-- Work to complete --
In the listing below, locate the lines that hold the string "焼津森線". Copy those lines.
+---+
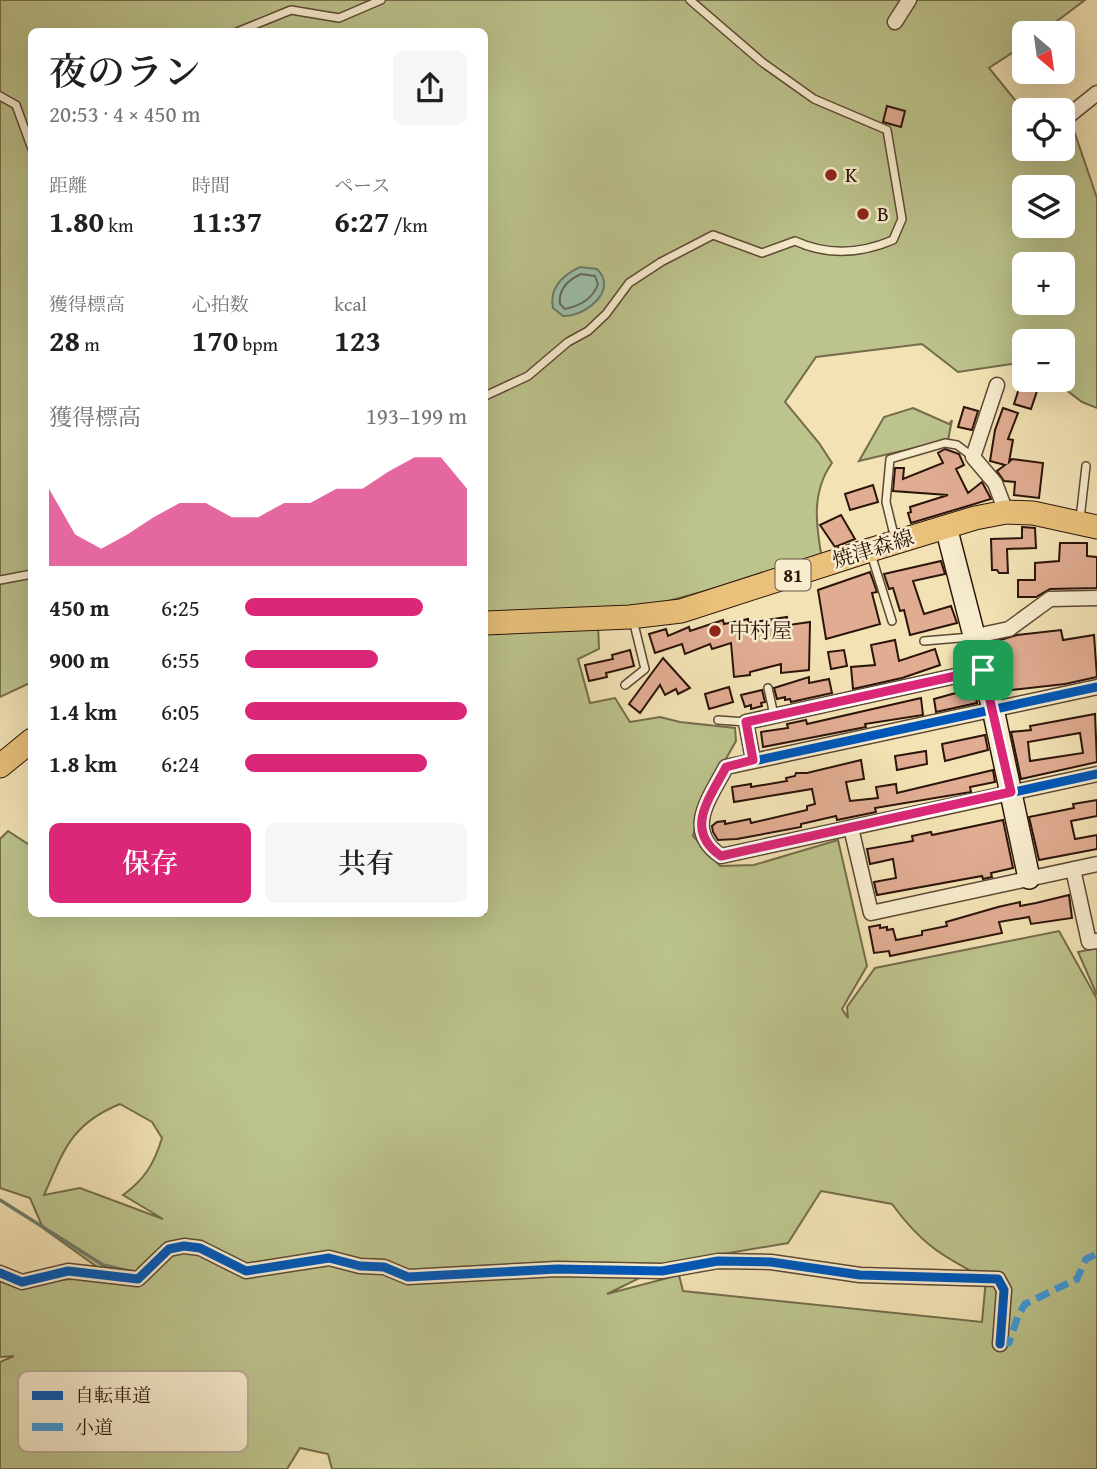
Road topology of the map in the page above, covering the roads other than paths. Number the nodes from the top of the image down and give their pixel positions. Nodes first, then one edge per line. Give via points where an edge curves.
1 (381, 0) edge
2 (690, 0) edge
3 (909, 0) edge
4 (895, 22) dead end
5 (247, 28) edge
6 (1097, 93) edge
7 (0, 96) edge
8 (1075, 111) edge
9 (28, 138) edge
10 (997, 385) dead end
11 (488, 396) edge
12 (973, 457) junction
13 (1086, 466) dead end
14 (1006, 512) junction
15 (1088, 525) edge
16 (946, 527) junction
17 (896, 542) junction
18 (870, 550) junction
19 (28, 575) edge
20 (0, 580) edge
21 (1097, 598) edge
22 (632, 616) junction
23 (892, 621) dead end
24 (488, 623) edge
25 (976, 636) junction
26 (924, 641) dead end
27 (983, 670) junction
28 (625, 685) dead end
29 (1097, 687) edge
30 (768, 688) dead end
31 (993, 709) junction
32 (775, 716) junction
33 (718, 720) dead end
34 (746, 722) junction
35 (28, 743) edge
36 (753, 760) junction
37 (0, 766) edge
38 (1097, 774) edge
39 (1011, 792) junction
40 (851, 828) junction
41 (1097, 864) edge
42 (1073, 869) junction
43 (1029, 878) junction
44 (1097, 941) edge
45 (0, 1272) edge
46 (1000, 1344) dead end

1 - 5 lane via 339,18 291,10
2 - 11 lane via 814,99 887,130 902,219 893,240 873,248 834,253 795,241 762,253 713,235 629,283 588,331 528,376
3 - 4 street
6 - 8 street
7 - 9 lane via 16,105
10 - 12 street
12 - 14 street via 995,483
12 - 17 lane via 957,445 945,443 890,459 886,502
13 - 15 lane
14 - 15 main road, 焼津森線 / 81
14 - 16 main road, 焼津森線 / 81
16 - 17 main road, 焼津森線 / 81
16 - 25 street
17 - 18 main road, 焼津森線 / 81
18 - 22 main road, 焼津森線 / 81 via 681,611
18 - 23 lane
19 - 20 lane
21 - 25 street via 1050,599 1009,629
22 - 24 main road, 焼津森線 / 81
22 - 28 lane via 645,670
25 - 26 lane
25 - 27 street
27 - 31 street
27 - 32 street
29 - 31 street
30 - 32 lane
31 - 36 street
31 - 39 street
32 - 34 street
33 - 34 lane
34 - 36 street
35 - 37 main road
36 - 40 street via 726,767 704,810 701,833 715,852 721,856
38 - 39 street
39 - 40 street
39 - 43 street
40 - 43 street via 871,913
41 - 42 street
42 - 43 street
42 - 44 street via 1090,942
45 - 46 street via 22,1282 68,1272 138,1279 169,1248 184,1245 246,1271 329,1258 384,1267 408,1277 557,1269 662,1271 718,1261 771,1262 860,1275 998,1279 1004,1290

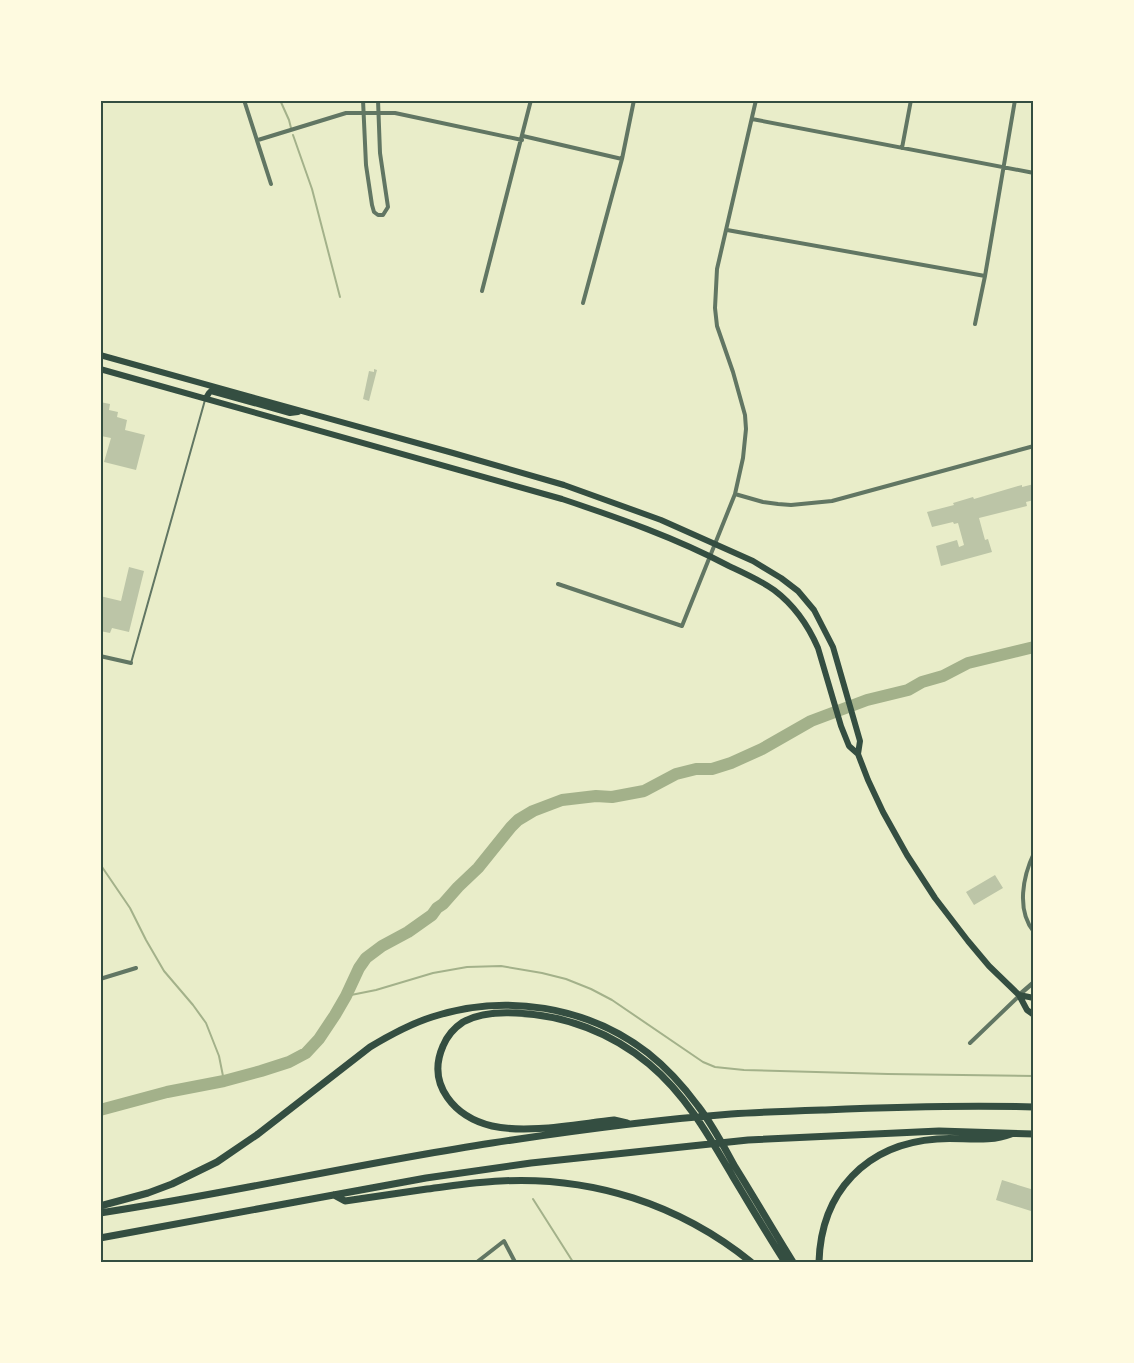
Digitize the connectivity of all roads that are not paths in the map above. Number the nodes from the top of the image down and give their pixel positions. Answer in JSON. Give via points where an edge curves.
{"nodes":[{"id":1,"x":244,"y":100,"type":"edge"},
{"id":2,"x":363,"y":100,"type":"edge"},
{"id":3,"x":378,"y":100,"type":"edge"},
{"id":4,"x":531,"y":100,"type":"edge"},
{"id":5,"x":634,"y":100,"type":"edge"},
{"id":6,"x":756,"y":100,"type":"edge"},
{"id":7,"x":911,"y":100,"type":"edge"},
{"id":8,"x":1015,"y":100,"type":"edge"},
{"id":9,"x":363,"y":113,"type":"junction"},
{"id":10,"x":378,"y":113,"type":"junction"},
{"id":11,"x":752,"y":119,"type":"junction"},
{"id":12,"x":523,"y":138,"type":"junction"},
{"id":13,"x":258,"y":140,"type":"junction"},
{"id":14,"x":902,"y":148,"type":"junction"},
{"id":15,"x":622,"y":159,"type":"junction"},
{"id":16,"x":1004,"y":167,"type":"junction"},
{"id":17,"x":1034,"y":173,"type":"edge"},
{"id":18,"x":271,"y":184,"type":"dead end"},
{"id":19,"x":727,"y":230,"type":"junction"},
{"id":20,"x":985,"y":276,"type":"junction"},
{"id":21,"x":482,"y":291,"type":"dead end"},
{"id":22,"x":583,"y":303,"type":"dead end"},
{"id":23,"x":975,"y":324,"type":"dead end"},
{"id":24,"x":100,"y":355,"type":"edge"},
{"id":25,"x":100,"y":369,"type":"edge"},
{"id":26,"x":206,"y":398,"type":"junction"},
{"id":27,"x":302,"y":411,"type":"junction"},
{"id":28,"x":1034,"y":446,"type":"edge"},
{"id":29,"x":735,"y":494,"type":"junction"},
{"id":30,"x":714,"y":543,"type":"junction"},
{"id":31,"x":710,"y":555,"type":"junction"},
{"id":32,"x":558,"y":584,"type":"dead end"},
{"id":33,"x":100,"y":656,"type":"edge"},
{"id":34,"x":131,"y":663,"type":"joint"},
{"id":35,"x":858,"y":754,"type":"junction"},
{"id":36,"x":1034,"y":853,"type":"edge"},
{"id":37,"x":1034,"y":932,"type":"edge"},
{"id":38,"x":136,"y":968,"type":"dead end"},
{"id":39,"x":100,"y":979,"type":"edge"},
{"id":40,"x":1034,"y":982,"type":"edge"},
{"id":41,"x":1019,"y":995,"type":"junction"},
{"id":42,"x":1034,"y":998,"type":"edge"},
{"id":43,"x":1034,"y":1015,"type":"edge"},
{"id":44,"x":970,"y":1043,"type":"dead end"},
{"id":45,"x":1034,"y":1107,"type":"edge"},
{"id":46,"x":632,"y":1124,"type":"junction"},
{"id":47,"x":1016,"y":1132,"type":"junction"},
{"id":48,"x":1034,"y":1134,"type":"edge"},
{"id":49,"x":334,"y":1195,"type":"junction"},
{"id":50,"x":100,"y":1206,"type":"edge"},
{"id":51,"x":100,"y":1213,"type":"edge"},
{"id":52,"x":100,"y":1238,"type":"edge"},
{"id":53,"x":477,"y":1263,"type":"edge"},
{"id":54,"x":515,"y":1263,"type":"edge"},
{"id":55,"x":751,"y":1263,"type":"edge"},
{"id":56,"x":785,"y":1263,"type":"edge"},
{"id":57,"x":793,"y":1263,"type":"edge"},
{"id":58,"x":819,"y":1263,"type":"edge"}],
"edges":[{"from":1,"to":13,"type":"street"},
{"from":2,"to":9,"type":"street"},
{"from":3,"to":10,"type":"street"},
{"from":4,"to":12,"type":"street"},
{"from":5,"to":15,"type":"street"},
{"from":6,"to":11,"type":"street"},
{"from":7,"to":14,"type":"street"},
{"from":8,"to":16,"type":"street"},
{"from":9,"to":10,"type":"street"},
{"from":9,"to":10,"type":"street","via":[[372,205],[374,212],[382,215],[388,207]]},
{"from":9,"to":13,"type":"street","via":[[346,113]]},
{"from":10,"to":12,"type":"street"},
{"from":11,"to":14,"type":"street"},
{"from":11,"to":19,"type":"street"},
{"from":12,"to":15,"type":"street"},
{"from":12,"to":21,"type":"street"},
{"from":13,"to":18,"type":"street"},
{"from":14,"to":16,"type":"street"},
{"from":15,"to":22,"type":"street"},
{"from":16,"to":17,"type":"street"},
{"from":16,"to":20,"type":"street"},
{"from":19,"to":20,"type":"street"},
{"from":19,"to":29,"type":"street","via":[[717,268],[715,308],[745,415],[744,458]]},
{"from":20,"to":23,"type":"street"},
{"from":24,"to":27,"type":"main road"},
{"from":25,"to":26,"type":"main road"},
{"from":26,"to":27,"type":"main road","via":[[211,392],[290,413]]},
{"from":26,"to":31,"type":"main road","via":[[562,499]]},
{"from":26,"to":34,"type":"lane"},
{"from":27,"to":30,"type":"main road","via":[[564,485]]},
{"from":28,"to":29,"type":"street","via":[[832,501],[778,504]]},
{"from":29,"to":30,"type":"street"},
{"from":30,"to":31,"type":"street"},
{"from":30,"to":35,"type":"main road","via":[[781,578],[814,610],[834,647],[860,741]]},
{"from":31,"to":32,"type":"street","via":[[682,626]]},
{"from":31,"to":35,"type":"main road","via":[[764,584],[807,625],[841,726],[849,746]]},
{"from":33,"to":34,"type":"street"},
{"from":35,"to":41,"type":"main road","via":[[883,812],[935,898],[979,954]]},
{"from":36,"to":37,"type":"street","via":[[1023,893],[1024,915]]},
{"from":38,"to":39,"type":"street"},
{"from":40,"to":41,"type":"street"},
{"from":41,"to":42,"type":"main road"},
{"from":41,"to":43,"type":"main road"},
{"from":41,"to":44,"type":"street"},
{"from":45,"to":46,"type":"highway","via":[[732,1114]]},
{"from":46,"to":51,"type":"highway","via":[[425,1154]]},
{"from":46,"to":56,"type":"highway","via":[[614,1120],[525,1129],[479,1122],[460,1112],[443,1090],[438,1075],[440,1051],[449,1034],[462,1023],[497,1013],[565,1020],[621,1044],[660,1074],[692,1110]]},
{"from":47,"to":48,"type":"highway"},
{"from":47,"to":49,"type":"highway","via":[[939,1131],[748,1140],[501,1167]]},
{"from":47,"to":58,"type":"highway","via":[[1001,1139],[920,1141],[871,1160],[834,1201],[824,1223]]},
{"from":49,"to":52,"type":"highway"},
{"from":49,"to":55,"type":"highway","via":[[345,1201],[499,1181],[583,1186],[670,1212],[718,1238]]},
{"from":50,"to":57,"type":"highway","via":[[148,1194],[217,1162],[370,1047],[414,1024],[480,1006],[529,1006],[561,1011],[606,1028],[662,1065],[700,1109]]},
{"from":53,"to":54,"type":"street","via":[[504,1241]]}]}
+---+
-- Result for this task --
14 - 15 main road, 焼津森線 / 81
14 - 16 main road, 焼津森線 / 81
16 - 17 main road, 焼津森線 / 81
17 - 18 main road, 焼津森線 / 81
18 - 22 main road, 焼津森線 / 81 via 681,611
22 - 24 main road, 焼津森線 / 81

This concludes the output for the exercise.